At the University of Baltimore 2016 Midyear Commencement, Federal Reserve Chair Janet Yellen shared her thoughts about the importance of college:
“Economists are not certain about many things. But we are quite certain that a college diploma or an advanced degree is a key to economic success. Those with a college degree are more likely to find a job, keep a job, have higher job satisfaction, and earn a higher salary. The advantage in earnings is large. College grads’ annual earnings last year were, on average, 70 percent higher than those with only a high school diploma. Back in 1980, the difference was only 20 percent. The gap in earnings is significant only a few years after graduation – almost $18,000 a year, according to some recent data. Beyond these advantages, research also shows that a college or graduate degree typically leads to a happier, healthier, and longer life.”

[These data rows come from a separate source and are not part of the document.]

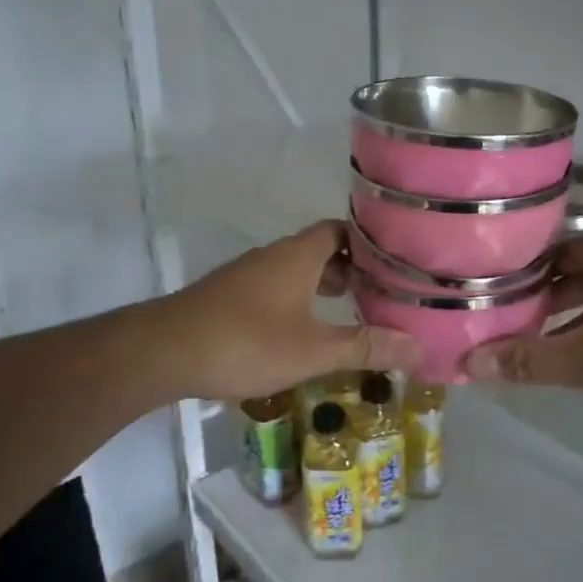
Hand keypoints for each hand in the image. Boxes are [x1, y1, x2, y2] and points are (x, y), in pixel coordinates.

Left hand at [160, 221, 419, 402]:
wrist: (164, 352)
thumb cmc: (245, 342)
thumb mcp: (313, 350)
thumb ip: (365, 347)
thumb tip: (418, 347)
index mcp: (298, 255)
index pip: (342, 230)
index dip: (370, 242)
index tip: (398, 260)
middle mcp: (274, 256)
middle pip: (321, 250)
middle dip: (353, 269)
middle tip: (384, 293)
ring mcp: (248, 275)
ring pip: (297, 271)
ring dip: (324, 286)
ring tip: (354, 313)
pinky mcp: (230, 297)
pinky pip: (277, 289)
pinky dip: (300, 301)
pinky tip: (306, 331)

There appears to be significant benefits to attending college. However, Aon Hewitt recently suggested there also may be some drawbacks, especially for students who borrow to pay for their degrees. Aon’s survey of 2,000 U.S. workers found 44 percent of Millennials, 26 percent of Gen X, and 13 percent of Baby Boomers are repaying student loans which, “…can have a long-term impact on workers’ financial future.”
The survey found just 71 percent of workers with student loans were participating in employer-provided retirement plans as compared to 77 percent of workers without student loans.